Ihre Libido hat keine Richtung
Und tolle Orgasmen erlebt Paula auch. Und das jederzeit und überall! Allerdings mit sich allein. „Meine sexuelle Erregung existiert, ist aber nicht an eine andere Person gebunden.“ Während sich die Libido von nicht-asexuellen Menschen auf andere richtet, hat sie bei asexuellen Menschen weder eine Richtung noch ein Ziel.
Dass Sex sie nicht so richtig packt, hat sie schon nach ihrem ersten Mal gespürt. „Uns Frauen wird gerade in dieser Zeit eingeredet, dass das ja völlig normal wäre, dabei weniger Spaß zu haben als Männer.” Paula glaubte lange an das sexistische Vorurteil. Viele Partner später steigert sich ihre Befriedigung trotzdem nicht. Auch die Ausrede, alle wären schlechte Liebhaber gewesen, zählt für sie nicht mehr. Als sie sich ihren engsten Vertrauten mitteilt, wird ihr eingeredet, sie sei lesbisch. „Gelegentlich passiert das heute noch, wenn ich mich oute.”

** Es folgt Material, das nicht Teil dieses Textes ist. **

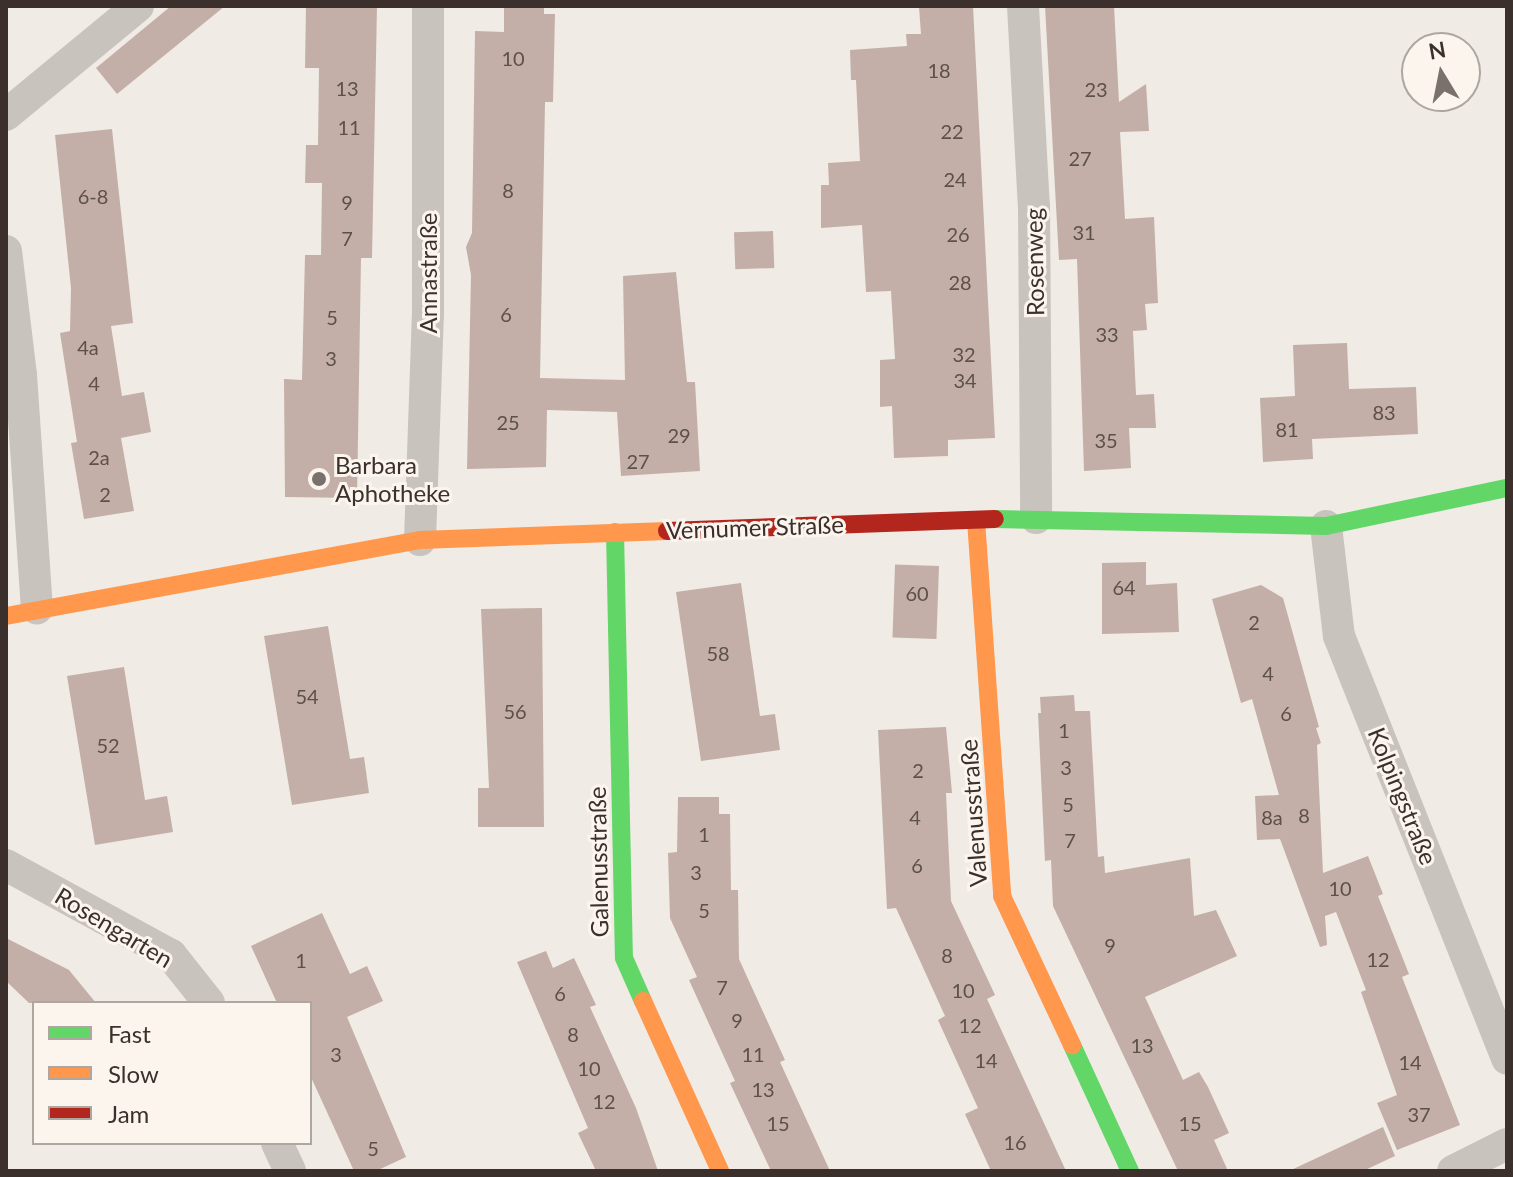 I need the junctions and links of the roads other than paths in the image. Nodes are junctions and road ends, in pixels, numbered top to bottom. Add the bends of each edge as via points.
1 (138, 6) edge
2 (428, 6) edge
3 (1023, 6) edge
4 (6, 115) edge
5 (6, 251) edge
6 (1507, 488) edge
7 (1036, 518) junction
8 (976, 520) junction
9 (1326, 526) junction
10 (615, 532) junction
11 (420, 540) junction
12 (21, 612) edge
13 (6, 865) edge
14 (207, 1001) edge
15 (1507, 1059) edge
16 (1507, 1144) edge
17 (278, 1145) edge
18 (290, 1171) edge
19 (720, 1171) edge
20 (1130, 1171) edge
21 (1453, 1171) edge

1 - 4 street
2 - 11 street, Annastraße via 428,315
3 - 7 street, Rosenweg via 1034,206
5 - 12 street via 21,375
6 - 9 street, Vernumer Straße
7 - 8 street, Vernumer Straße
7 - 9 street, Vernumer Straße
8 - 10 street, Vernumer Straße
8 - 20 street, Valenusstraße via 1002,896
9 - 15 street, Kolpingstraße via 1339,636
10 - 11 street, Vernumer Straße
10 - 19 street, Galenusstraße via 624,958
11 - 12 street, Vernumer Straße
13 - 14 street, Rosengarten via 171,955
16 - 21 street
17 - 18 street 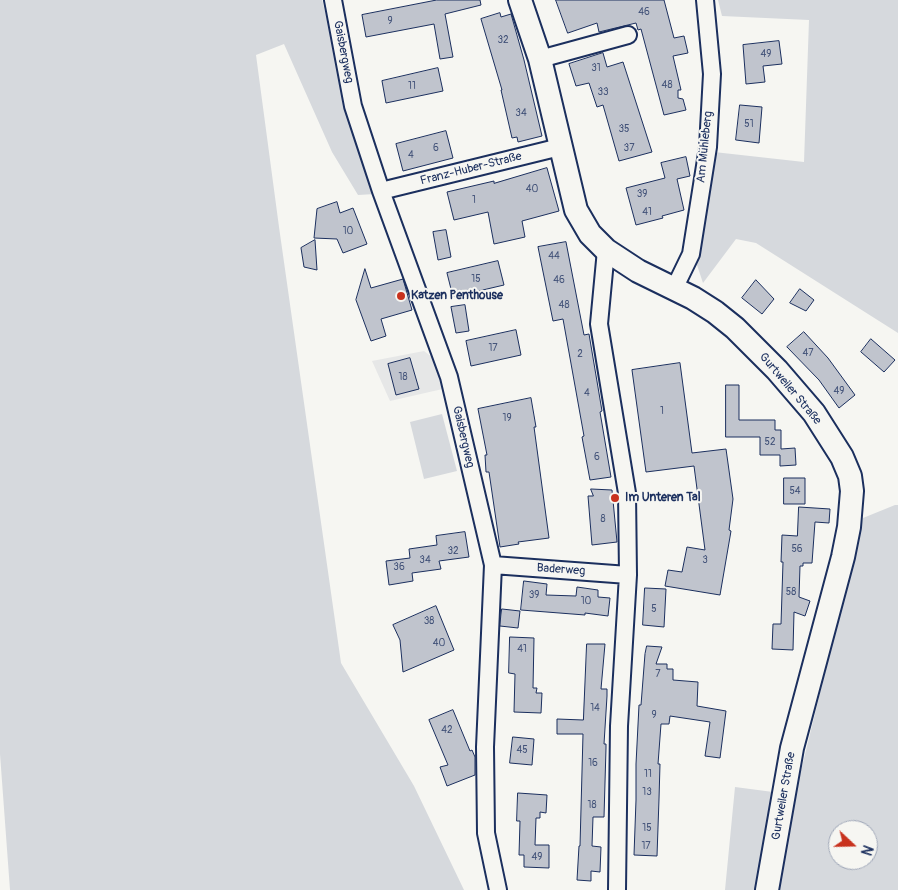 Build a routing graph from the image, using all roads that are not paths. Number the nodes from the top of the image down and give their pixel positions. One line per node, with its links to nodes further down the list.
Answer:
1 (333, 0): 7 (street, Gaisbergweg)
2 (520, 0): 5 (main road, Gurtweiler Straße)
3 (705, 0): 9 (street, Am Mühleberg)
4 (628, 35): 5 (street)
5 (540, 59): 6 (main road, Gurtweiler Straße)
6 (560, 147): 7 (street, Franz-Huber-Straße); 8 (main road, Gurtweiler Straße)
7 (381, 191): 10 (street, Gaisbergweg)
8 (606, 250): 9 (main road, Gurtweiler Straße); 11 (street)
9 (674, 289): 14 (main road, Gurtweiler Straße)
10 (493, 565): 11 (street, Baderweg); 12 (street, Gaisbergweg)
11 (628, 575): 13 (street)
12 (498, 890)
13 (617, 890)
14 (767, 890)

Eines Abends sitzt sie mit Freunden bei einem Bier zusammen. Die Stimmung ist entspannt. Jede*r soll seine*ihre verrückteste Vorliebe nennen: Ein Bekannter sehnt sich nach Füßen, wieder andere nach Latex oder Rollenspielen. „Na ja, ich hatte so überhaupt nichts zu erzählen”, sagt sie. Noch lange danach sucht sie nach einem ziemlich ausgefallenen Fetisch. Vergeblich, denn es gibt keinen. So richtig bewusst wird ihr alles, als sie auf YouTube zufällig einen Dokumentarfilm entdeckt, der eine asexuelle Frau begleitet. „Ich habe mich eins zu eins in ihr wiedergefunden.” Endlich hat sie Gewissheit und einen Namen für das, was sie nicht fühlt.

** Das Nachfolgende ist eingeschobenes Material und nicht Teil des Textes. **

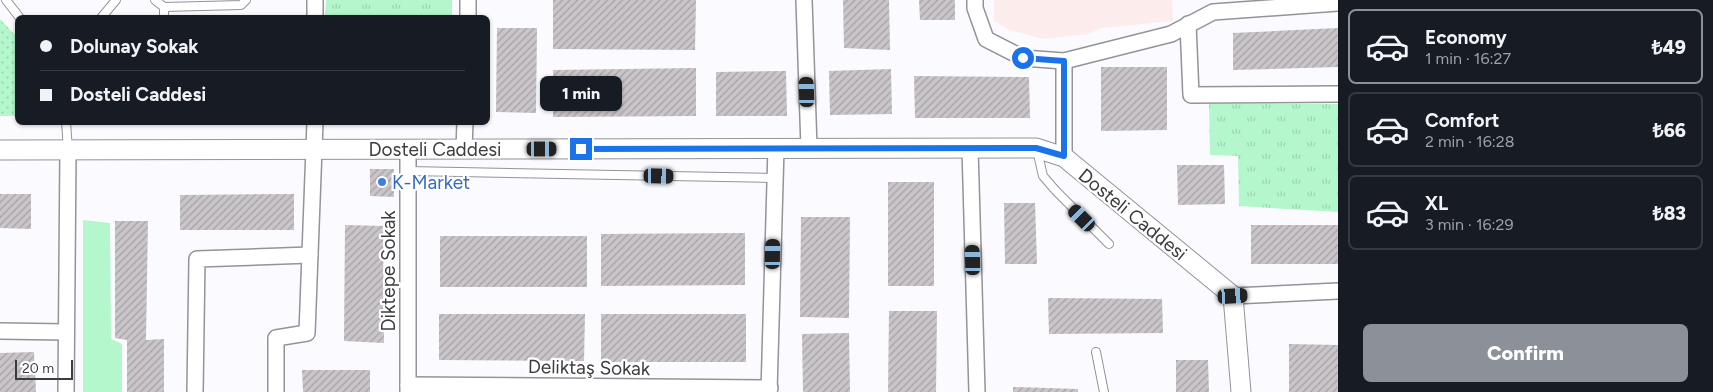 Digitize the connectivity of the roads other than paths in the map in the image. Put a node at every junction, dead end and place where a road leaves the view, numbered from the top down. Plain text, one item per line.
1 (6, 0) edge
2 (116, 0) edge
3 (155, 0) edge
4 (246, 0) edge
5 (315, 0) edge
6 (468, 0) edge
7 (804, 0) edge
8 (975, 0) edge
9 (1338, 3) edge
10 (1250, 5) edge
11 (164, 7) junction
12 (18, 15) edge
13 (104, 15) edge
14 (164, 15) edge
15 (315, 15) edge
16 (468, 15) edge
17 (1188, 24) junction
18 (1064, 61) junction
19 (1338, 94) edge
20 (66, 125) edge
21 (315, 125) edge
22 (465, 125) edge
23 (776, 148) junction
24 (809, 148) junction
25 (970, 148) junction
26 (1036, 148) junction
27 (408, 149) junction
28 (464, 149) junction
29 (0, 150) edge
30 (68, 150) junction
31 (314, 150) junction
32 (1064, 156) junction
33 (408, 171) junction
34 (775, 178) junction
35 (1109, 244) dead end
36 (310, 254) junction
37 (1338, 291) edge
38 (1233, 296) junction
39 (0, 331) edge
40 (66, 332) junction
41 (1096, 352) dead end
42 (408, 388) edge
43 (769, 390) edge
44 (66, 392) edge
45 (195, 392) edge
46 (276, 392) edge
47 (977, 392) edge
48 (1104, 392) edge
49 (1241, 392) edge

1 - 12 lane
2 - 13 lane
3 - 11 lane
4 - 11 lane
5 - 15 street
6 - 16 street
7 - 24 street
8 - 18 street
9 - 10 street
10 - 17 street
11 - 14 lane
17 - 18 street
17 - 19 street
18 - 32 street
20 - 30 lane
21 - 31 street
22 - 28 street
23 - 24 street, Dosteli Caddesi
23 - 28 street, Dosteli Caddesi
23 - 34 street
24 - 25 street, Dosteli Caddesi
25 - 26 street, Dosteli Caddesi
25 - 47 street
26 - 32 street, Dosteli Caddesi
26 - 35 lane
27 - 28 street, Dosteli Caddesi
27 - 31 street, Dosteli Caddesi
27 - 33 street, Diktepe Sokak
29 - 30 street, Dosteli Caddesi
30 - 31 street, Dosteli Caddesi
30 - 40 street
31 - 36 street
32 - 38 street, Dosteli Caddesi
33 - 34 lane
33 - 42 street, Diktepe Sokak
34 - 43 street
36 - 45 street
36 - 46 street
37 - 38 street
38 - 49 street
39 - 40 street
40 - 44 street
41 - 48 lane
42 - 43 street, Deliktaş Sokak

„Womit auch das Warten darauf, dass bald alles anders ist, endlich ein Ende hatte”, sagt Paula. Von nun an kann sie ihren Partnern in einem Wort erklären, warum sie keine Lust hat und dass es nicht an der Beziehung liegt – oder daran, dass sie sich nicht genug Mühe geben würden. „Das bringt sehr viel Gelassenheit in mein Leben.” Weshalb es ihr nicht schwer fällt, sich mit dem Begriff zu identifizieren.
Nicht die Person, sondern die Nähe ist unangenehm
Bei Tim* ist das ganz anders. Die Vorstellung von nackten Körpern, die sich aneinander reiben oder zusammenstecken, findet er nach wie vor total verrückt. „Ich bin jetzt Anfang zwanzig und Jungmann wie man so schön sagt. Ich glaube auch nicht, dass sich das bald ändern wird”, sagt der Chemiestudent. Schon als Jugendlicher bemerkt er sein Desinteresse an Sex. Erotische Szenen in Filmen schaltet er weg. Nicht, weil er sich schämt, sondern weil er nichts damit anfangen kann. In der Hoffnung darauf, dass sich noch irgendetwas verändert, probiert er sich aus. Küsst mal eine Frau und auch einen Mann, richtig gut dabei fühlt er sich nicht. „Obwohl ich beide sehr attraktiv fand und zuvor auch spannende Gespräche mit ihnen geführt habe, änderte das überhaupt nichts”, sagt er. Schließlich ist es nicht die Person, sondern die Nähe zu ihr, die Tim unangenehm findet.
Als er sein Studium beginnt, lernt er eine asexuelle Kommilitonin kennen. „Wir haben uns super verstanden, angefreundet und sie hat sich ziemlich schnell geoutet.” An dem Tag spricht Tim zum ersten Mal mit einer anderen Person über das, was da in ihm vorgeht. „Es war total befreiend zu erfahren, dass ich nicht der Einzige bin, der streicheln und küssen nicht braucht.”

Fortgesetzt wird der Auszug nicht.